Saved data entries:

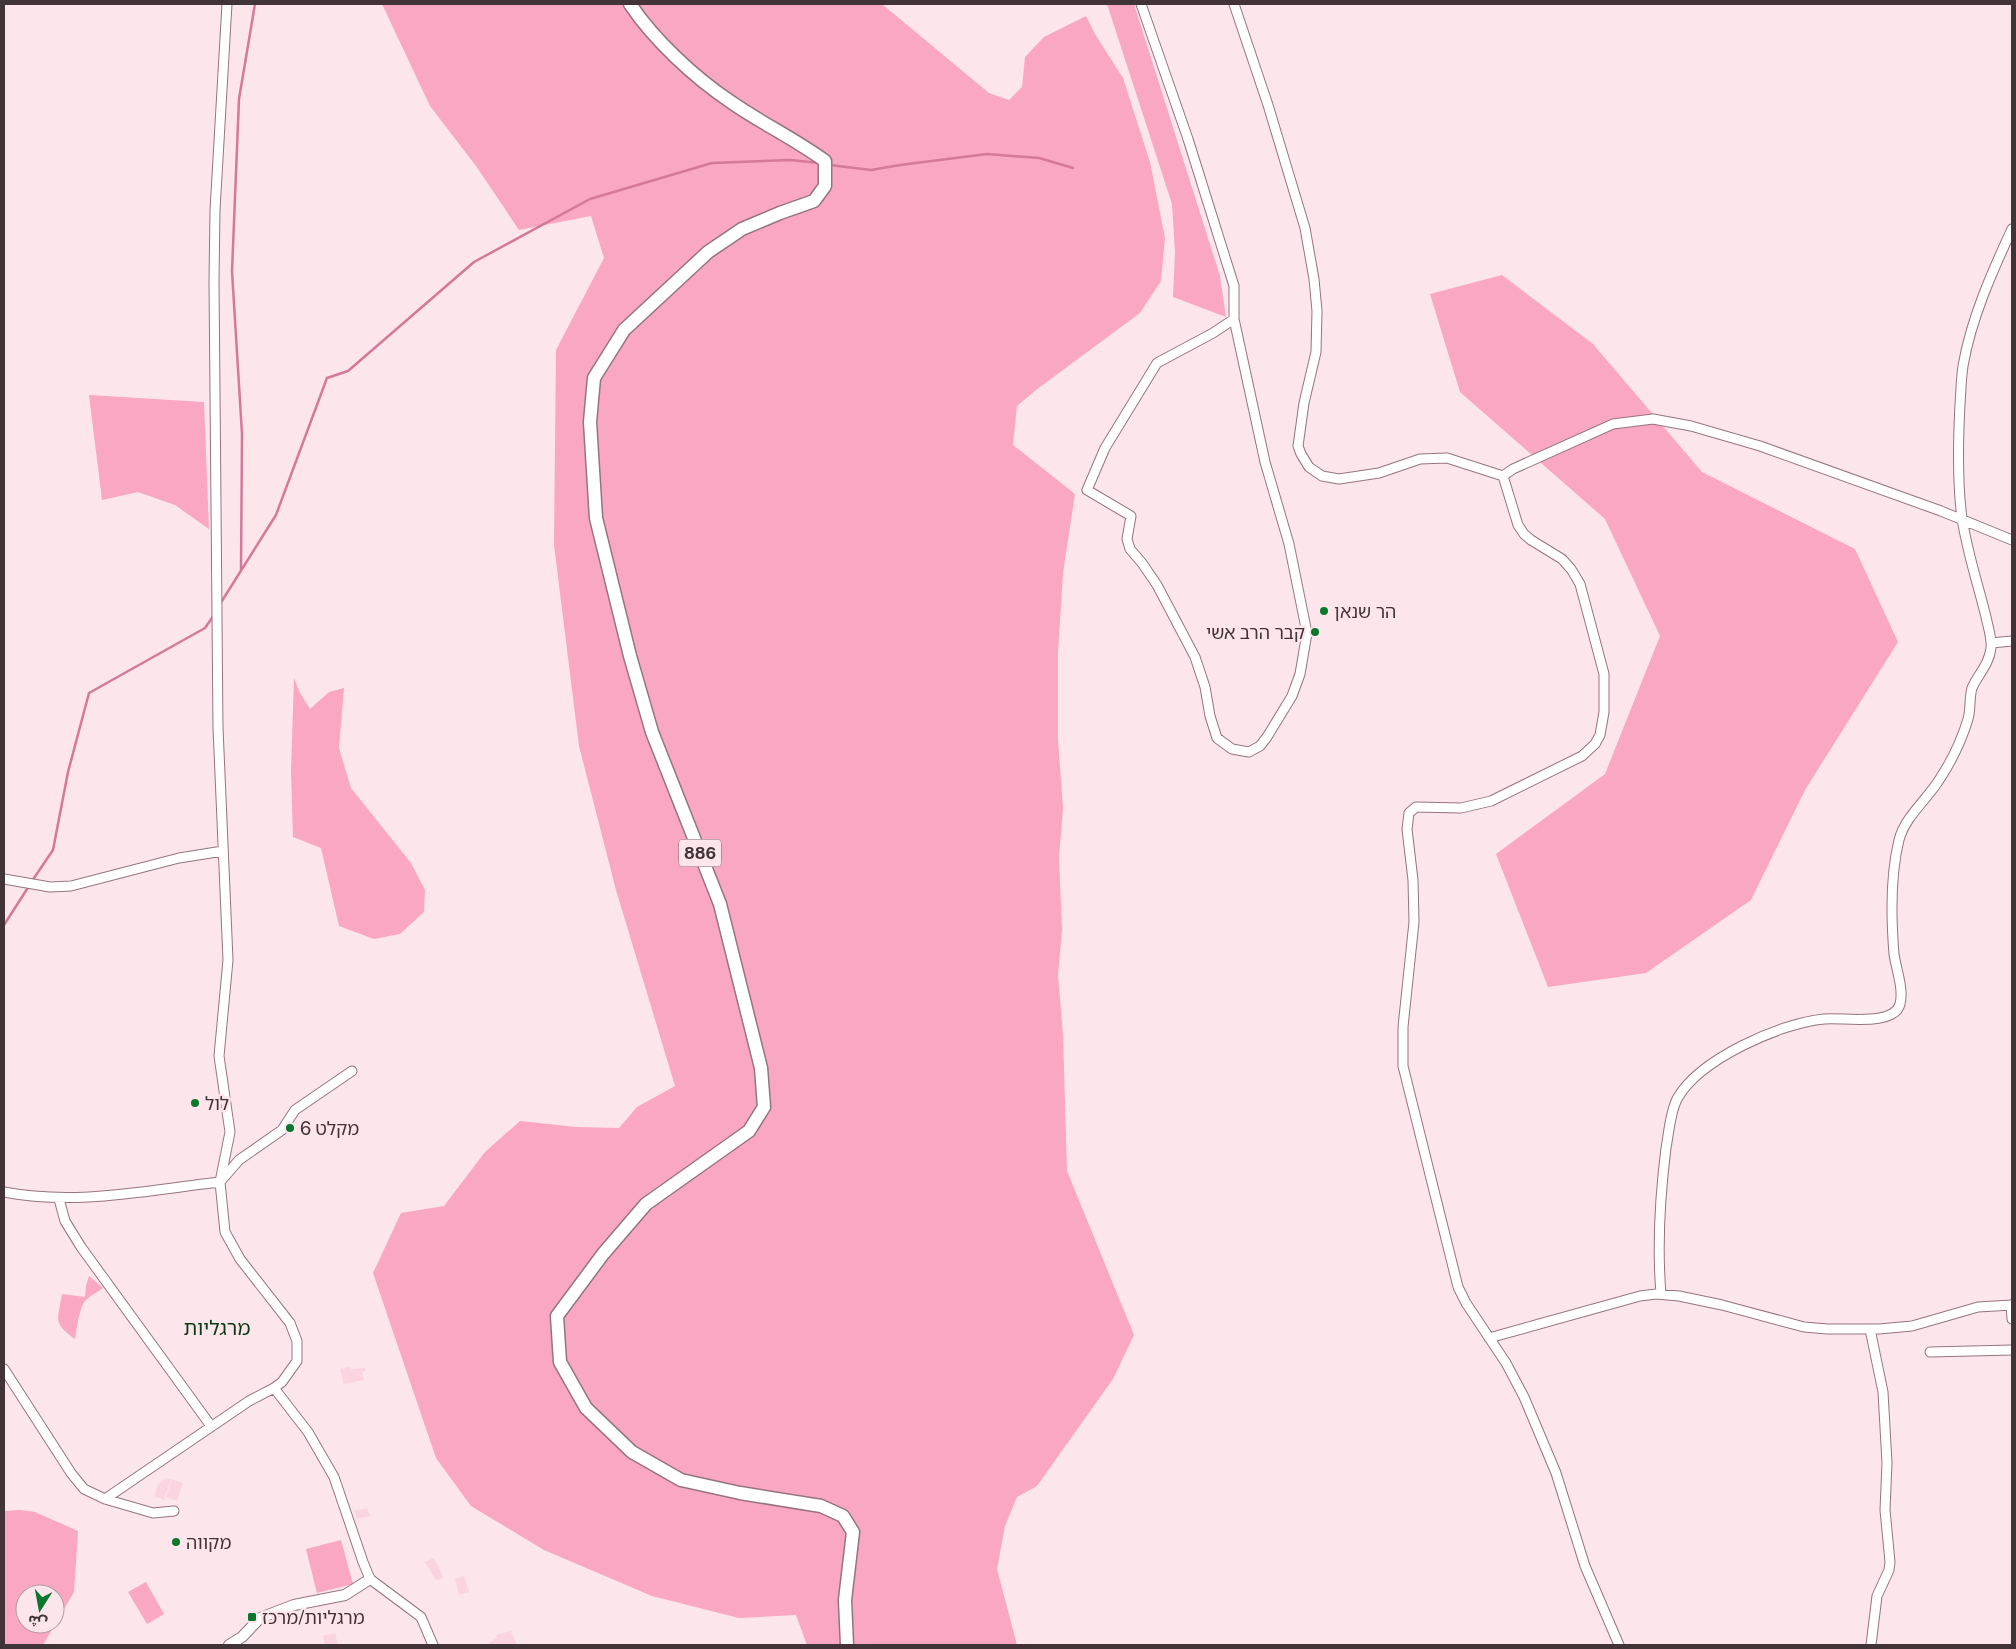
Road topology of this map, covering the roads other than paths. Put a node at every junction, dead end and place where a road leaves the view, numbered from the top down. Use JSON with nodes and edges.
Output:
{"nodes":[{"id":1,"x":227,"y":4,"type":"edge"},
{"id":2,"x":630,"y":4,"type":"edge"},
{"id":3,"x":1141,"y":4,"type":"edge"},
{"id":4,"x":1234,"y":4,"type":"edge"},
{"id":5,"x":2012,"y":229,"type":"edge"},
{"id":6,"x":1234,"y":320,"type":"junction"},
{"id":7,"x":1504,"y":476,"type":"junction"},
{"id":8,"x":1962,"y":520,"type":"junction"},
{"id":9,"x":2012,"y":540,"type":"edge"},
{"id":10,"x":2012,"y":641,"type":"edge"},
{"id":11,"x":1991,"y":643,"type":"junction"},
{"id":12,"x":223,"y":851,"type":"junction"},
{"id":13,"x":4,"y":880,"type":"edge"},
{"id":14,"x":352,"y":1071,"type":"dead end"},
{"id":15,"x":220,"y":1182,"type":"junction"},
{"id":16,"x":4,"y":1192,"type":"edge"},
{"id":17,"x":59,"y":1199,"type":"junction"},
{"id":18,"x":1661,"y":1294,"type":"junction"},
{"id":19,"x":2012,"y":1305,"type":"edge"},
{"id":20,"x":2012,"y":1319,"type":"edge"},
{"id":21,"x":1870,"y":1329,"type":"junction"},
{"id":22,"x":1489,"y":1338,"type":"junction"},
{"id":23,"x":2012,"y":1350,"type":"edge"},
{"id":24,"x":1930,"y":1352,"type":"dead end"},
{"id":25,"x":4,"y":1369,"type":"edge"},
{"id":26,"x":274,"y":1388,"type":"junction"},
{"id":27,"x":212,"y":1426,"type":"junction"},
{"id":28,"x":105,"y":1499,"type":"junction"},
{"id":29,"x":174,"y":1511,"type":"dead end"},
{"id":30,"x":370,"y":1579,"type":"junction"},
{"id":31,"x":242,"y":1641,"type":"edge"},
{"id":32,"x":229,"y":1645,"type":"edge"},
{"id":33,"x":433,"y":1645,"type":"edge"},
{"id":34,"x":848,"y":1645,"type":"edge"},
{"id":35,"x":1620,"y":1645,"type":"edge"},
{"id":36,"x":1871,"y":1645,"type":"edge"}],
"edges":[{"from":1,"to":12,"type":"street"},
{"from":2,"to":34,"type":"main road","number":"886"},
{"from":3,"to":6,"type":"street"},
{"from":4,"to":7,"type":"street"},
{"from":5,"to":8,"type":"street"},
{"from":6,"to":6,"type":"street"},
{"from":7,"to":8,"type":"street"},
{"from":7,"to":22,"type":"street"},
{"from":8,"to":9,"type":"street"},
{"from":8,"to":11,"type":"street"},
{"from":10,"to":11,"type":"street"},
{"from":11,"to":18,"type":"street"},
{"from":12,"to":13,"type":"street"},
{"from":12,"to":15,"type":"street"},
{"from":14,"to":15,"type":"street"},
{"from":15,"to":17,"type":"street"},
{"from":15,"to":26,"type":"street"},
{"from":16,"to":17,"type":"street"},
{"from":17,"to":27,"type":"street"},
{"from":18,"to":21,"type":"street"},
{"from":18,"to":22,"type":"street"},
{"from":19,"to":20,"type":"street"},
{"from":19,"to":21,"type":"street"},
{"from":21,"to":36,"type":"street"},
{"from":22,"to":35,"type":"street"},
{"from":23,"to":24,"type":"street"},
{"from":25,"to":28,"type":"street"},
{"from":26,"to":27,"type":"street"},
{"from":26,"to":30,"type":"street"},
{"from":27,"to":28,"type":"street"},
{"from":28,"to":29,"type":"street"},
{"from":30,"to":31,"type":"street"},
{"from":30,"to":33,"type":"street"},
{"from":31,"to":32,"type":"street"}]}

What is expected:
Return all the lines above exactly; none of the pictures should appear.

Solution to this task:
Road topology of this map, covering the roads other than paths. Put a node at every junction, dead end and place where a road leaves the view, numbered from the top down. Use JSON with nodes and edges.
Output:
{"nodes":[{"id":1,"x":227,"y":4,"type":"edge"},
{"id":2,"x":630,"y":4,"type":"edge"},
{"id":3,"x":1141,"y":4,"type":"edge"},
{"id":4,"x":1234,"y":4,"type":"edge"},
{"id":5,"x":2012,"y":229,"type":"edge"},
{"id":6,"x":1234,"y":320,"type":"junction"},
{"id":7,"x":1504,"y":476,"type":"junction"},
{"id":8,"x":1962,"y":520,"type":"junction"},
{"id":9,"x":2012,"y":540,"type":"edge"},
{"id":10,"x":2012,"y":641,"type":"edge"},
{"id":11,"x":1991,"y":643,"type":"junction"},
{"id":12,"x":223,"y":851,"type":"junction"},
{"id":13,"x":4,"y":880,"type":"edge"},
{"id":14,"x":352,"y":1071,"type":"dead end"},
{"id":15,"x":220,"y":1182,"type":"junction"},
{"id":16,"x":4,"y":1192,"type":"edge"},
{"id":17,"x":59,"y":1199,"type":"junction"},
{"id":18,"x":1661,"y":1294,"type":"junction"},
{"id":19,"x":2012,"y":1305,"type":"edge"},
{"id":20,"x":2012,"y":1319,"type":"edge"},
{"id":21,"x":1870,"y":1329,"type":"junction"},
{"id":22,"x":1489,"y":1338,"type":"junction"},
{"id":23,"x":2012,"y":1350,"type":"edge"},
{"id":24,"x":1930,"y":1352,"type":"dead end"},
{"id":25,"x":4,"y":1369,"type":"edge"},
{"id":26,"x":274,"y":1388,"type":"junction"},
{"id":27,"x":212,"y":1426,"type":"junction"},
{"id":28,"x":105,"y":1499,"type":"junction"},
{"id":29,"x":174,"y":1511,"type":"dead end"},
{"id":30,"x":370,"y":1579,"type":"junction"},
{"id":31,"x":242,"y":1641,"type":"edge"},
{"id":32,"x":229,"y":1645,"type":"edge"},
{"id":33,"x":433,"y":1645,"type":"edge"},
{"id":34,"x":848,"y":1645,"type":"edge"},
{"id":35,"x":1620,"y":1645,"type":"edge"},
{"id":36,"x":1871,"y":1645,"type":"edge"}],
"edges":[{"from":1,"to":12,"type":"street"},
{"from":2,"to":34,"type":"main road","number":"886"},
{"from":3,"to":6,"type":"street"},
{"from":4,"to":7,"type":"street"},
{"from":5,"to":8,"type":"street"},
{"from":6,"to":6,"type":"street"},
{"from":7,"to":8,"type":"street"},
{"from":7,"to":22,"type":"street"},
{"from":8,"to":9,"type":"street"},
{"from":8,"to":11,"type":"street"},
{"from":10,"to":11,"type":"street"},
{"from":11,"to":18,"type":"street"},
{"from":12,"to":13,"type":"street"},
{"from":12,"to":15,"type":"street"},
{"from":14,"to":15,"type":"street"},
{"from":15,"to":17,"type":"street"},
{"from":15,"to":26,"type":"street"},
{"from":16,"to":17,"type":"street"},
{"from":17,"to":27,"type":"street"},
{"from":18,"to":21,"type":"street"},
{"from":18,"to":22,"type":"street"},
{"from":19,"to":20,"type":"street"},
{"from":19,"to":21,"type":"street"},
{"from":21,"to":36,"type":"street"},
{"from":22,"to":35,"type":"street"},
{"from":23,"to":24,"type":"street"},
{"from":25,"to":28,"type":"street"},
{"from":26,"to":27,"type":"street"},
{"from":26,"to":30,"type":"street"},
{"from":27,"to":28,"type":"street"},
{"from":28,"to":29,"type":"street"},
{"from":30,"to":31,"type":"street"},
{"from":30,"to":33,"type":"street"},
{"from":31,"to":32,"type":"street"}]}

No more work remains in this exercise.